--- ASSIGNMENT ---
The whole listing, except its pictures, is to be repeated exactly.

--- THE INPUT ---
▼▼▼

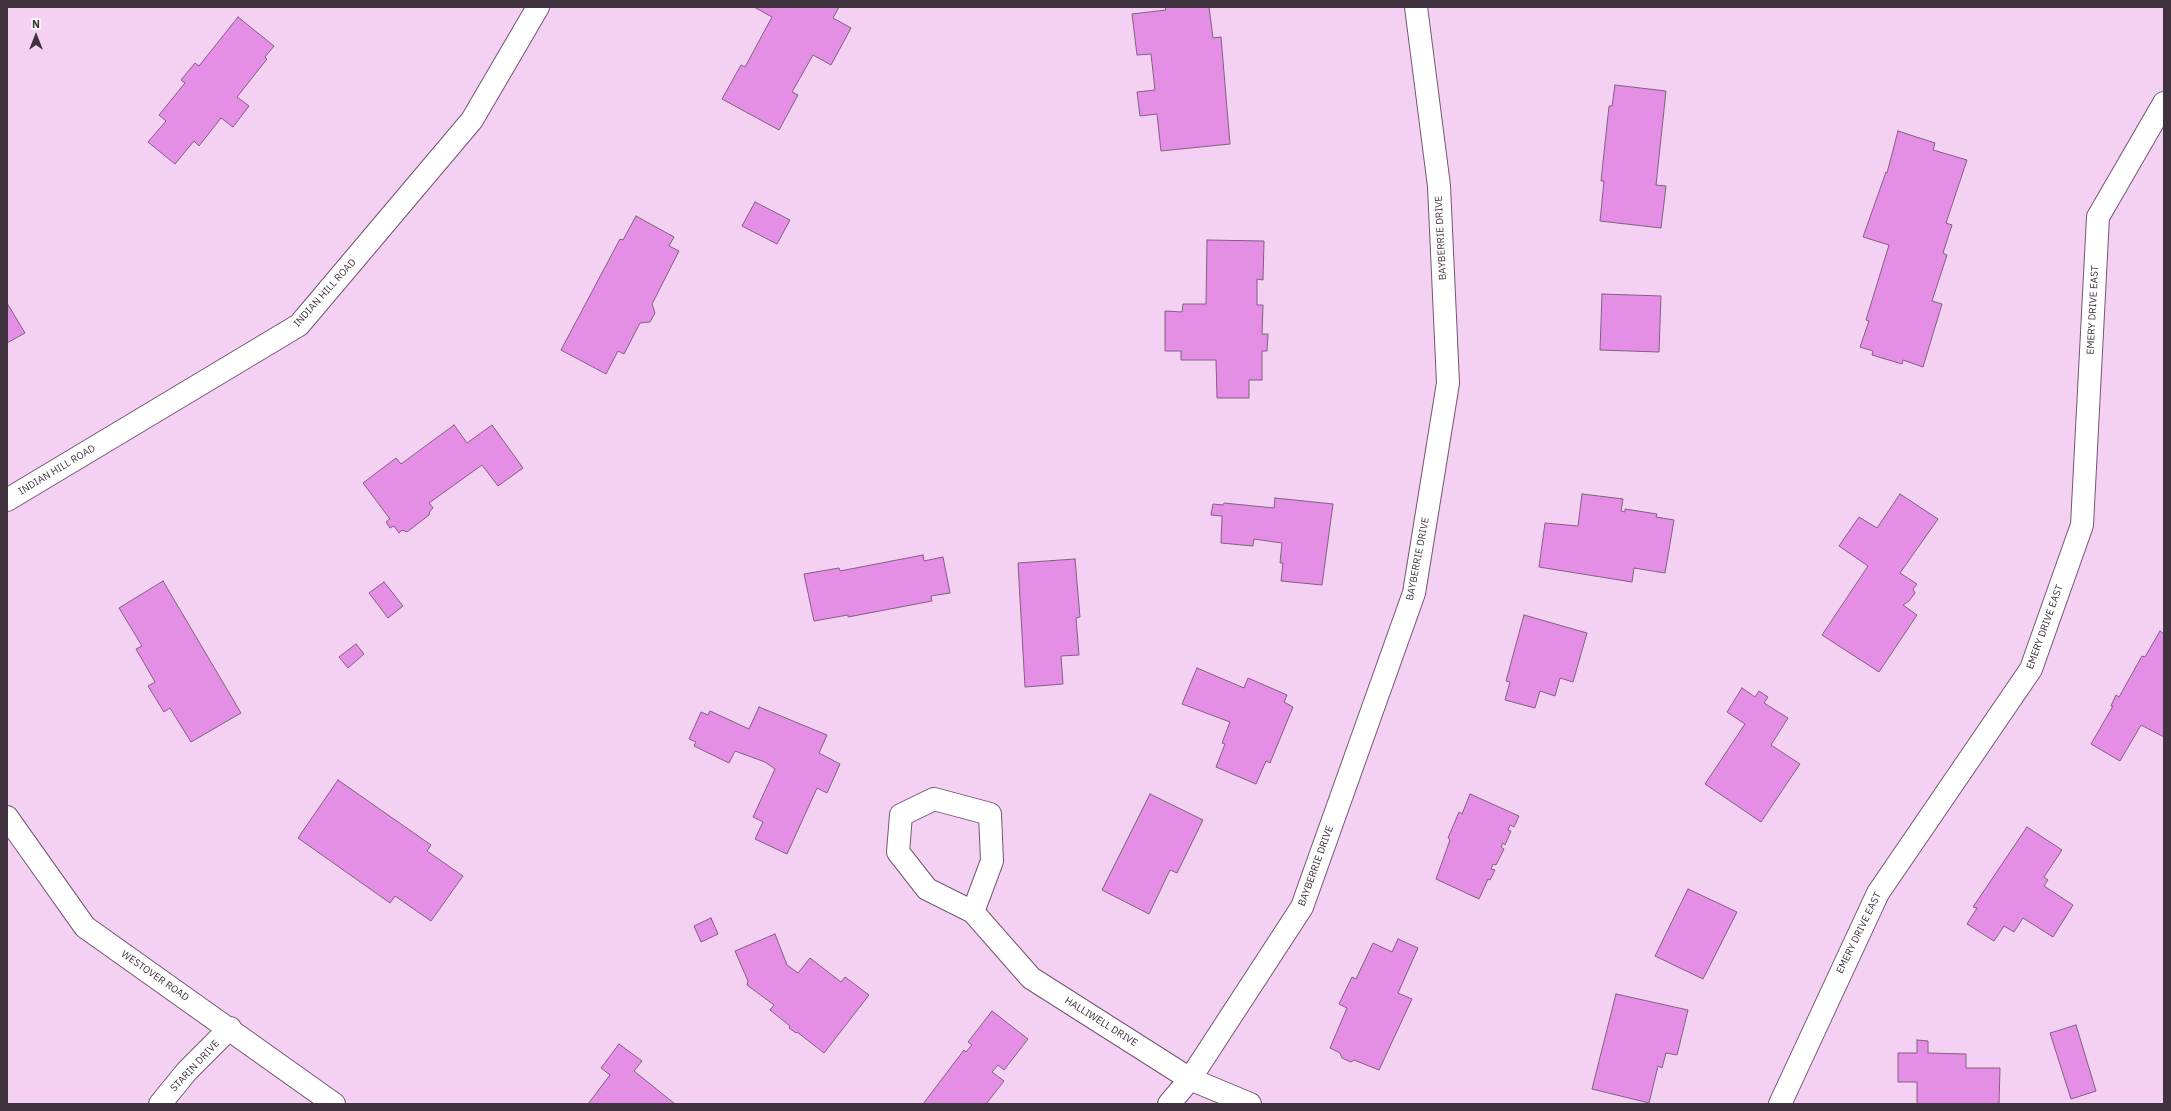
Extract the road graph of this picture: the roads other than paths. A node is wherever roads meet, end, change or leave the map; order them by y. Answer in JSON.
{"nodes":[{"id":1,"x":538,"y":7,"type":"edge"},
{"id":2,"x":1416,"y":7,"type":"edge"},
{"id":3,"x":2164,"y":103,"type":"edge"},
{"id":4,"x":7,"y":500,"type":"edge"},
{"id":5,"x":7,"y":817,"type":"edge"},
{"id":6,"x":973,"y":912,"type":"junction"},
{"id":7,"x":230,"y":1028,"type":"junction"},
{"id":8,"x":1190,"y":1079,"type":"junction"},
{"id":9,"x":160,"y":1104,"type":"edge"},
{"id":10,"x":334,"y":1104,"type":"edge"},
{"id":11,"x":1169,"y":1104,"type":"edge"},
{"id":12,"x":1250,"y":1104,"type":"edge"},
{"id":13,"x":1780,"y":1104,"type":"edge"}],
"edges":[{"from":1,"to":4,"type":"street","name":"INDIAN HILL ROAD"},
{"from":2,"to":8,"type":"street","name":"BAYBERRIE DRIVE"},
{"from":3,"to":13,"type":"street","name":"EMERY DRIVE EAST"},
{"from":5,"to":7,"type":"street","name":"WESTOVER ROAD"},
{"from":6,"to":6,"type":"street","name":"HALLIWELL DRIVE"},
{"from":6,"to":8,"type":"street","name":"HALLIWELL DRIVE"},
{"from":7,"to":9,"type":"street","name":"STARIN DRIVE"},
{"from":7,"to":10,"type":"street","name":"WESTOVER ROAD"},
{"from":8,"to":11,"type":"street","name":"BAYBERRIE DRIVE"},
{"from":8,"to":12,"type":"street","name":"HALLIWELL DRIVE"}]}
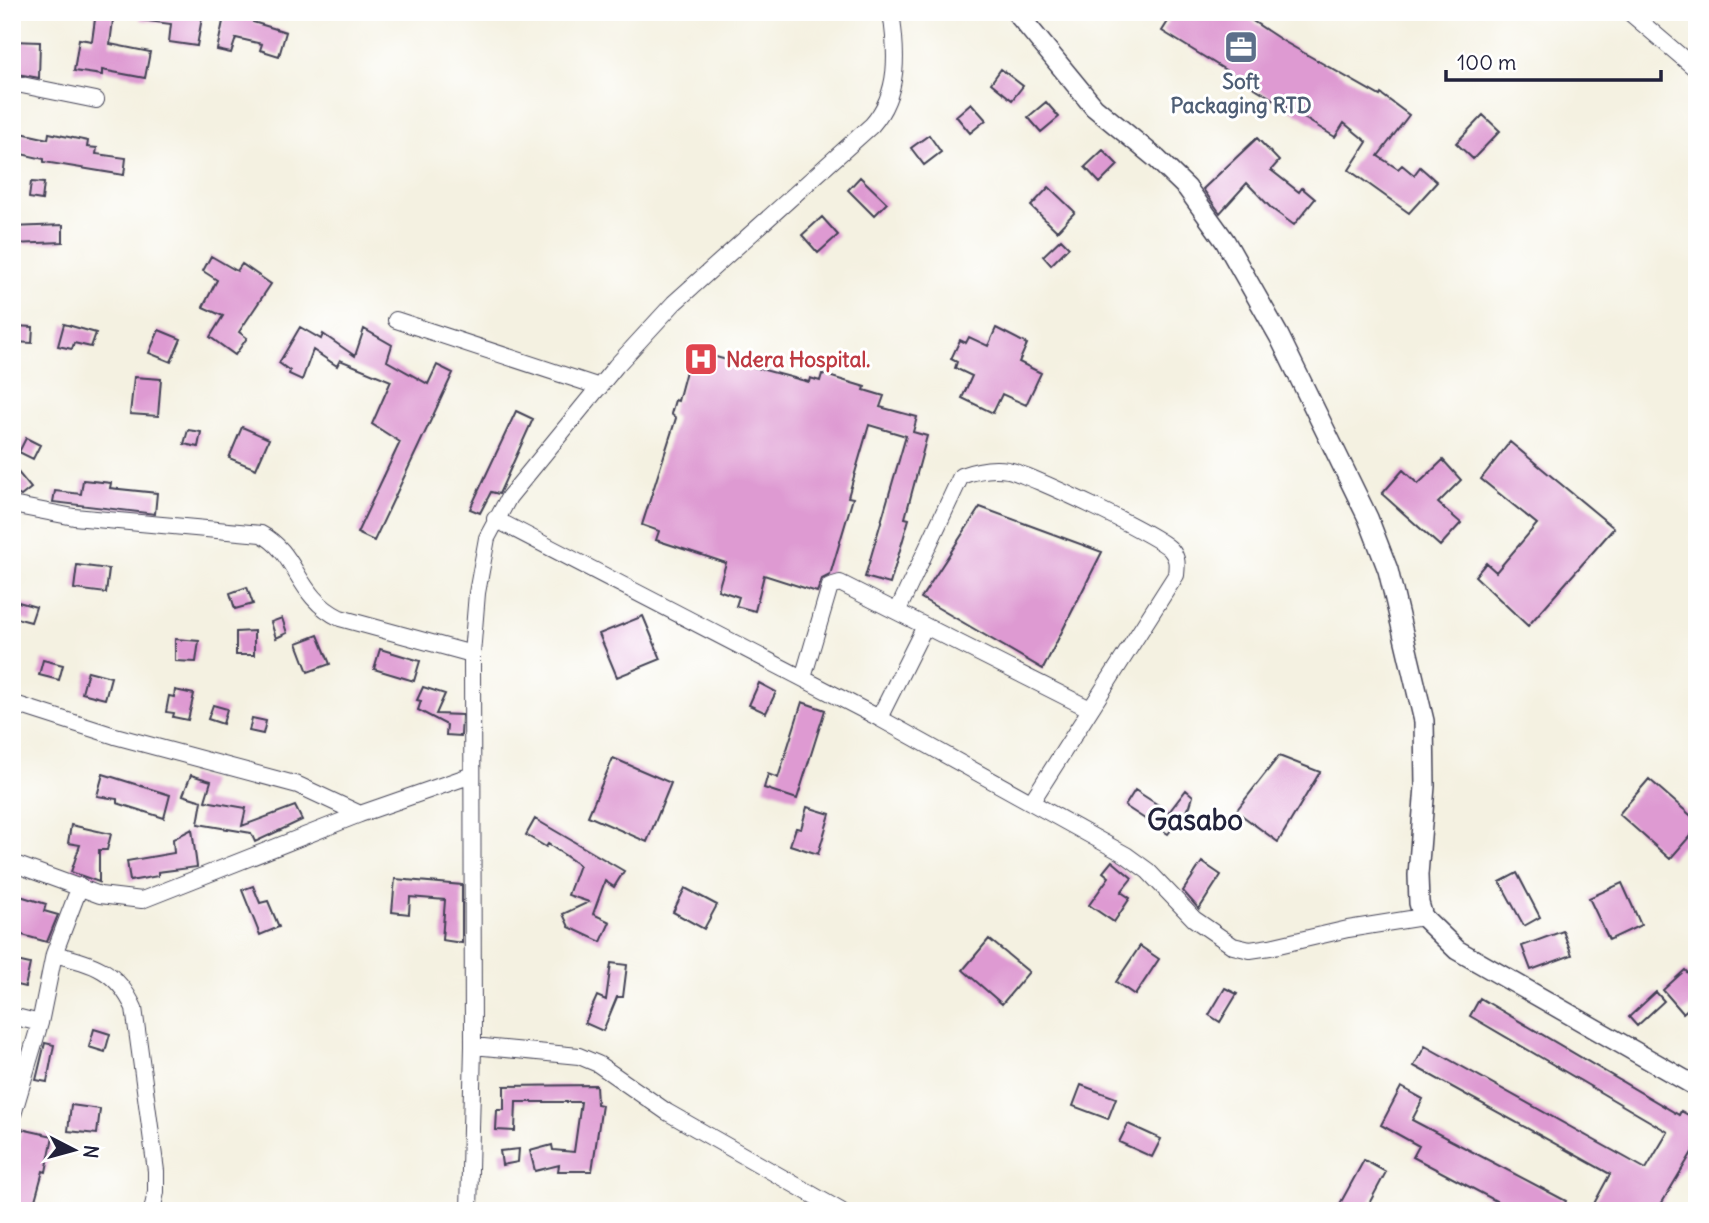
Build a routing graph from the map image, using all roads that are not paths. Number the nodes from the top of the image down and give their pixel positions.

▲▲▲

--- SOLVED EXERCISE ---
Extract the road graph of this picture: the roads other than paths. A node is wherever roads meet, end, change or leave the map; order them by y. Answer in JSON.
{"nodes":[{"id":1,"x":538,"y":7,"type":"edge"},
{"id":2,"x":1416,"y":7,"type":"edge"},
{"id":3,"x":2164,"y":103,"type":"edge"},
{"id":4,"x":7,"y":500,"type":"edge"},
{"id":5,"x":7,"y":817,"type":"edge"},
{"id":6,"x":973,"y":912,"type":"junction"},
{"id":7,"x":230,"y":1028,"type":"junction"},
{"id":8,"x":1190,"y":1079,"type":"junction"},
{"id":9,"x":160,"y":1104,"type":"edge"},
{"id":10,"x":334,"y":1104,"type":"edge"},
{"id":11,"x":1169,"y":1104,"type":"edge"},
{"id":12,"x":1250,"y":1104,"type":"edge"},
{"id":13,"x":1780,"y":1104,"type":"edge"}],
"edges":[{"from":1,"to":4,"type":"street","name":"INDIAN HILL ROAD"},
{"from":2,"to":8,"type":"street","name":"BAYBERRIE DRIVE"},
{"from":3,"to":13,"type":"street","name":"EMERY DRIVE EAST"},
{"from":5,"to":7,"type":"street","name":"WESTOVER ROAD"},
{"from":6,"to":6,"type":"street","name":"HALLIWELL DRIVE"},
{"from":6,"to":8,"type":"street","name":"HALLIWELL DRIVE"},
{"from":7,"to":9,"type":"street","name":"STARIN DRIVE"},
{"from":7,"to":10,"type":"street","name":"WESTOVER ROAD"},
{"from":8,"to":11,"type":"street","name":"BAYBERRIE DRIVE"},
{"from":8,"to":12,"type":"street","name":"HALLIWELL DRIVE"}]}
Build a routing graph from the map image, using all roads that are not paths. Number the nodes from the top of the image down and give their pixel positions.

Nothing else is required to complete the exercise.